[Collected data entries]
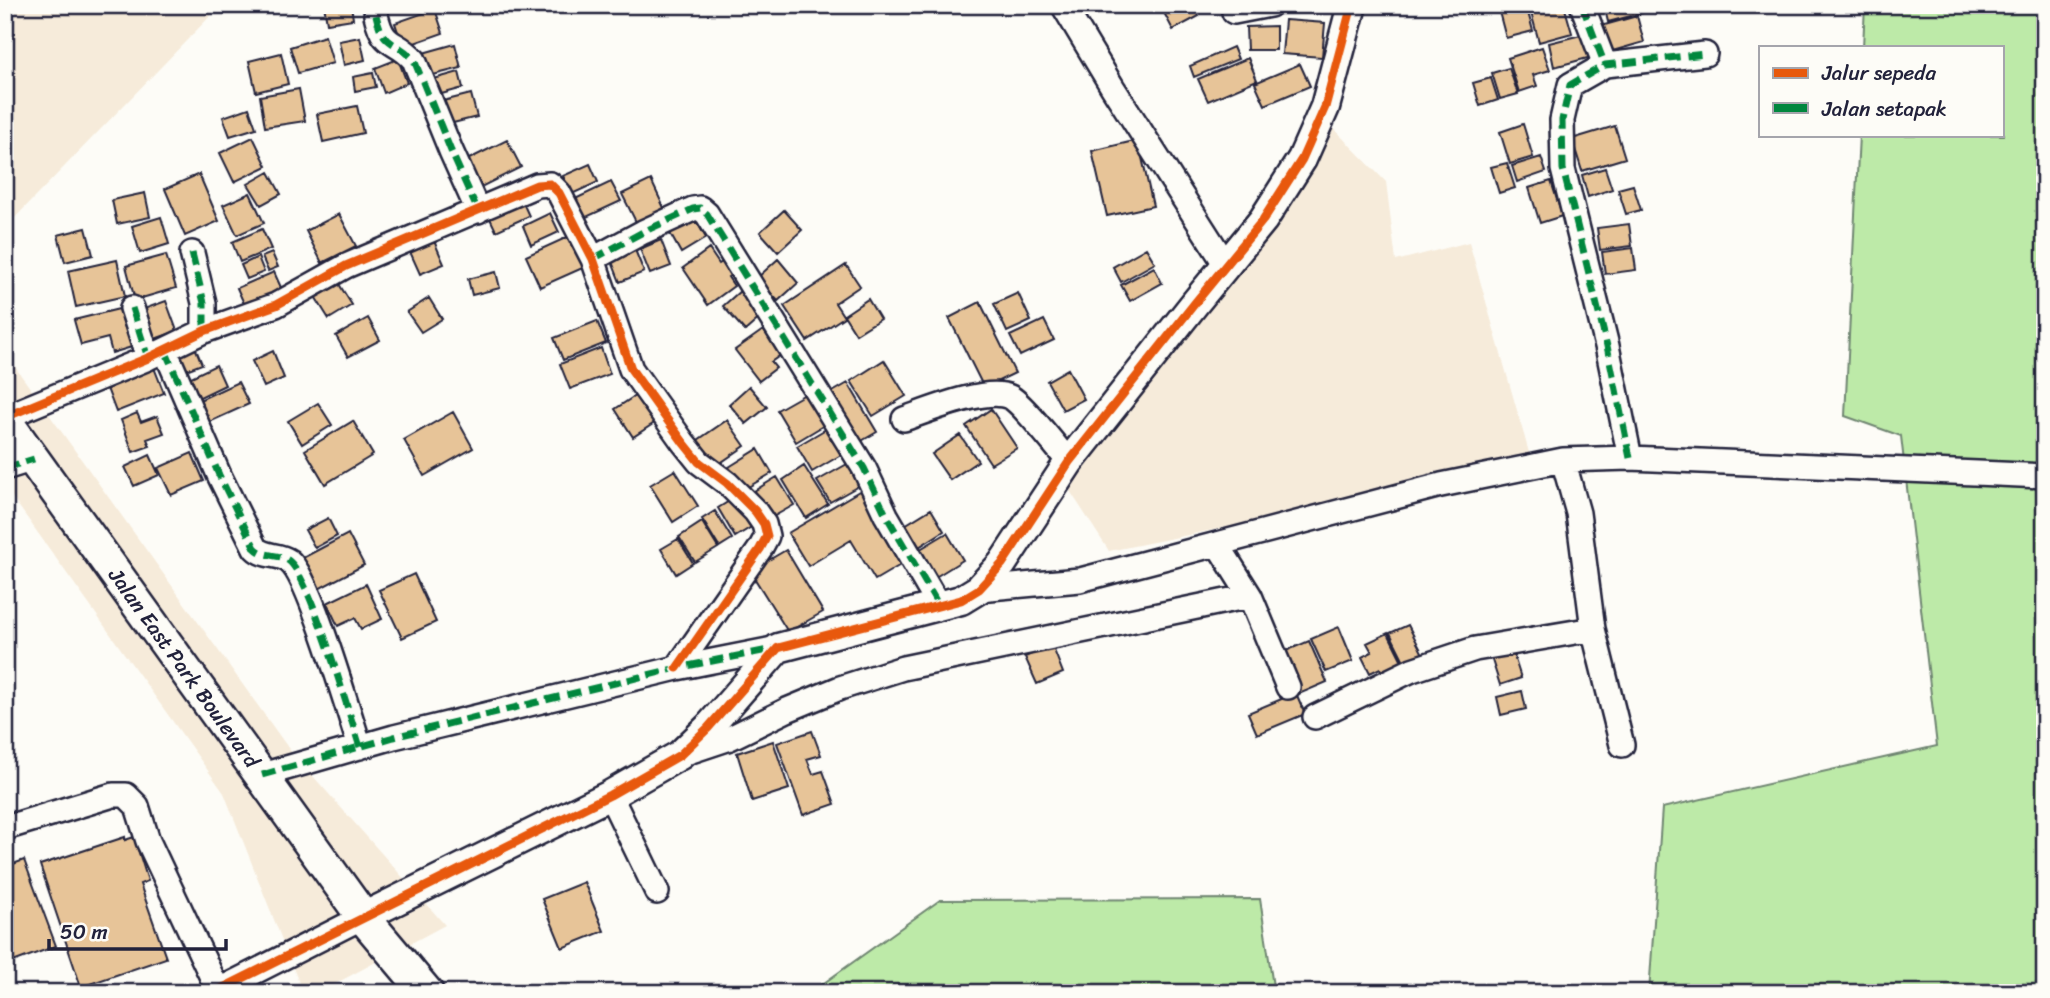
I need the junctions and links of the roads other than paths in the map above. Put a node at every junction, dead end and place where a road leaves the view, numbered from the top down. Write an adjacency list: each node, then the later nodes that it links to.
1 (1063, 5): 12 (street)
2 (1270, 5): 5 (street)
3 (1352, 5): 12 (street)
4 (1582, 5): 8 (street)
5 (1234, 12)
6 (376, 15): 9 (street)
7 (1705, 54): 8 (street)
8 (1605, 65): 18 (street)
9 (478, 211): 11 (street); 14 (street)
10 (192, 253): 14 (street)
11 (593, 259): 26 (street); 29 (street)
12 (1226, 265): 19 (street)
13 (132, 308): 15 (street)
14 (204, 331): 15 (street)
15 (156, 354): 16 (street); 33 (street)
16 (5, 419): 20 (main road, Jalan East Park Boulevard)
17 (904, 419): 19 (street)
18 (1630, 458): 21 (street); 22 (street)
19 (1069, 462): 25 (street)
20 (19, 463): 35 (main road, Jalan East Park Boulevard)
21 (1566, 468): 23 (street); 27 (street)
22 (2045, 476)
23 (1221, 551): 24 (street); 25 (street)
24 (1244, 587): 30 (street); 34 (street)
25 (978, 590): 26 (street)
26 (939, 606): 28 (street)
27 (1593, 629): 31 (street); 32 (street)
28 (778, 648): 29 (street); 34 (street)
29 (677, 668): 33 (street)
30 (1288, 687)
31 (1315, 717)
32 (1622, 745)
33 (360, 747): 35 (street)
34 (680, 755): 36 (street)
35 (261, 775): 39 (main road, Jalan East Park Boulevard)
36 (610, 795): 38 (street); 39 (street)
37 (5, 828): 40 (street)
38 (657, 892)
39 (363, 917): 40 (street); 41 (main road, Jalan East Park Boulevard)
40 (216, 991)
41 (427, 993)

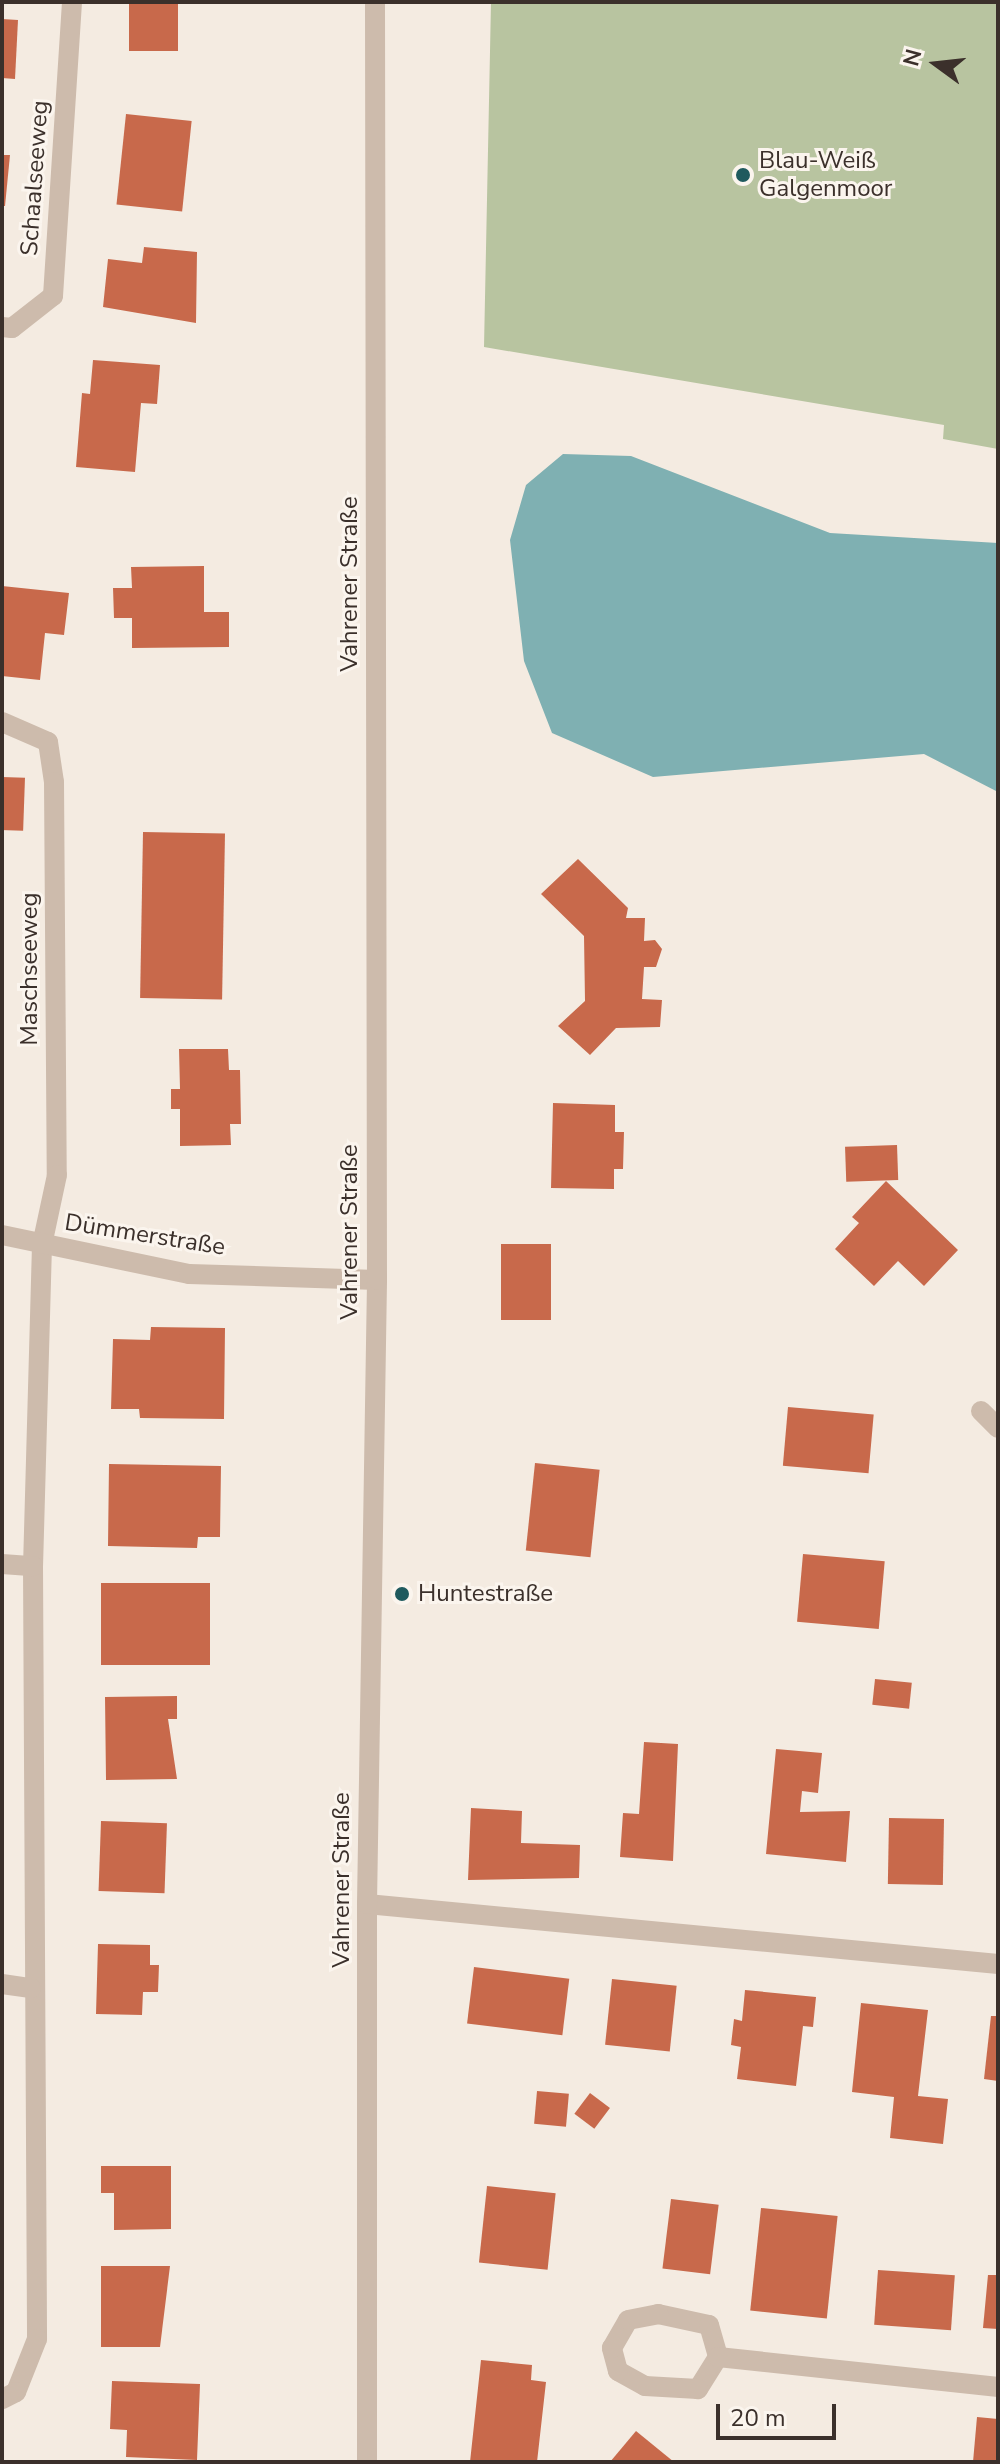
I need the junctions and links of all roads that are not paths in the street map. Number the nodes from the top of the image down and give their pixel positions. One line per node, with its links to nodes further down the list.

## What to do
When you retype the records, keep every word exactly as written and exclude the pictures.

## Answer for this exercise
I need the junctions and links of the roads other than paths in the map above. Put a node at every junction, dead end and place where a road leaves the view, numbered from the top down. Write an adjacency list: each node, then the later nodes that it links to.
1 (1063, 5): 12 (street)
2 (1270, 5): 5 (street)
3 (1352, 5): 12 (street)
4 (1582, 5): 8 (street)
5 (1234, 12)
6 (376, 15): 9 (street)
7 (1705, 54): 8 (street)
8 (1605, 65): 18 (street)
9 (478, 211): 11 (street); 14 (street)
10 (192, 253): 14 (street)
11 (593, 259): 26 (street); 29 (street)
12 (1226, 265): 19 (street)
13 (132, 308): 15 (street)
14 (204, 331): 15 (street)
15 (156, 354): 16 (street); 33 (street)
16 (5, 419): 20 (main road, Jalan East Park Boulevard)
17 (904, 419): 19 (street)
18 (1630, 458): 21 (street); 22 (street)
19 (1069, 462): 25 (street)
20 (19, 463): 35 (main road, Jalan East Park Boulevard)
21 (1566, 468): 23 (street); 27 (street)
22 (2045, 476)
23 (1221, 551): 24 (street); 25 (street)
24 (1244, 587): 30 (street); 34 (street)
25 (978, 590): 26 (street)
26 (939, 606): 28 (street)
27 (1593, 629): 31 (street); 32 (street)
28 (778, 648): 29 (street); 34 (street)
29 (677, 668): 33 (street)
30 (1288, 687)
31 (1315, 717)
32 (1622, 745)
33 (360, 747): 35 (street)
34 (680, 755): 36 (street)
35 (261, 775): 39 (main road, Jalan East Park Boulevard)
36 (610, 795): 38 (street); 39 (street)
37 (5, 828): 40 (street)
38 (657, 892)
39 (363, 917): 40 (street); 41 (main road, Jalan East Park Boulevard)
40 (216, 991)
41 (427, 993)

I need the junctions and links of all roads that are not paths in the street map. Number the nodes from the top of the image down and give their pixel positions. One line per node, with its links to nodes further down the list.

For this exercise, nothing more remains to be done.